OMDEC | Optimal Maintenance Decisions Inc.

IMEC 2005 – Speaker Notes and Slides

November 2, 2005, 14:00 – 14:30

University of Toronto

 

 

 

 

 

 Condition based Maintenance (CBM) demonstration

 

 

 

 

 

 

 

 

Presenter:

Murray Wiseman, VP

Optimal Maintenance Decisions (OMDEC) Inc.

www.omdec.com

Murray@omdec.com

 

 

 

 

 

 

 

 

Slide 1: 

This presentation describes an evolving CBM demonstration by Oceana Sensors, ABB, and OMDEC. In building this demo, we asked ourselves:

 

  • What do we really want to prove?
  • What should a CBM strategy target?
  • How should we measure its benefits?
  • How should we support and improve the strategy?

 

Bear with me, as I try to convey how the demo sheds considerable light on these essential questions.

Slide 2 

We state our objective simply. When faced with a set of operating conditions, a set of requirements for our asset, and a set of condition monitoring data, how, exactly, do we interpret what all this information is telling us.
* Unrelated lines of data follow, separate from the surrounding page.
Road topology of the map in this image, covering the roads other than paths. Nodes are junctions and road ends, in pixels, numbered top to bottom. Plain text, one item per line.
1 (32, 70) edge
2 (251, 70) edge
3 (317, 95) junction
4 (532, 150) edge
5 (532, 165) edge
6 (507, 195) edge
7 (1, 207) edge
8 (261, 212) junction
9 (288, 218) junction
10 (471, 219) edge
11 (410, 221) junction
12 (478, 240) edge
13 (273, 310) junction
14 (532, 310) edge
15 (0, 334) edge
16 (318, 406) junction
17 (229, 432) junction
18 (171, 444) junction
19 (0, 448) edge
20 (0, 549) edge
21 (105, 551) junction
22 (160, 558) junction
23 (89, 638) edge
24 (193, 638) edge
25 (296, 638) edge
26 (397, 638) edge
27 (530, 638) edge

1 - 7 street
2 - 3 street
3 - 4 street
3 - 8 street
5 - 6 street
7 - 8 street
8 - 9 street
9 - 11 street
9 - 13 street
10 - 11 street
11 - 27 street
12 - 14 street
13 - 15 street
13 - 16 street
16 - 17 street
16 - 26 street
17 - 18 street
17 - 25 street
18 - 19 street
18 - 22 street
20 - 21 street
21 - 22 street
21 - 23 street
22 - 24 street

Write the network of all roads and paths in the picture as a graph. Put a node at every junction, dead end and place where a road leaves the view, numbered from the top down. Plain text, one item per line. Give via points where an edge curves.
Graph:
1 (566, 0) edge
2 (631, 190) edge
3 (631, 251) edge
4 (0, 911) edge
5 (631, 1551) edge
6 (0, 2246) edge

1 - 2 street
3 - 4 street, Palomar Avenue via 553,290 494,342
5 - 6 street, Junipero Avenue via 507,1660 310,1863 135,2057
How do we make our decision as to whether: 

 

  1. to intervene immediately?, or
  2. to continue operation until the next observation? 

 

How can we know whether our decision process leads to the best decision - the so called optimal one? What does the word "optimally" really mean?

Slide 3 

Here is what we, in developing the demo, thought it means. Please tell me if you disagree. As our stated goal for the demo, and for CBM in general, we desire to declare a potential failure at the right time.  

 

That of course begs the question, “What is the right time?”.

 

The answer we came up with is "At the right level of risk" 

 

How to define risk?

 

Slide 4

Here is a text book graph (variations of which) you have all seen. The vertical axis quantifies the bottom-line cost  (per unit of production) of owning an asset. On the horizontal axis, we indicate some policy (scaled to risk) for deciding when to maintain the asset. We may consider the horizontal axis as a spectrum of varying risk. What's risk? Most people see risk as the combination of the probability that something is going to go wrong, and, the gravity of how bad it will be. 

 

Generally speaking, we can be conservative in our CBM data interpretation policy, panicing too quickly at the slightest increase in a monitored variable. Looking solely at the issue of cost, that policy, gravitating towards the left end of the spectrum, is expensive. 

 

On the other hand we can run our CBM program liberally, throwing caution to the winds, and setting our action limits high. That too will be costly. As a matter of fact, it will approach the cost of having no CBM program at all. 

 

Some point on the risk spectrum, therefore, should correspond to lowest cost. If cost were our main consideration, then we want to set our CBM data interpretation policy at that point. 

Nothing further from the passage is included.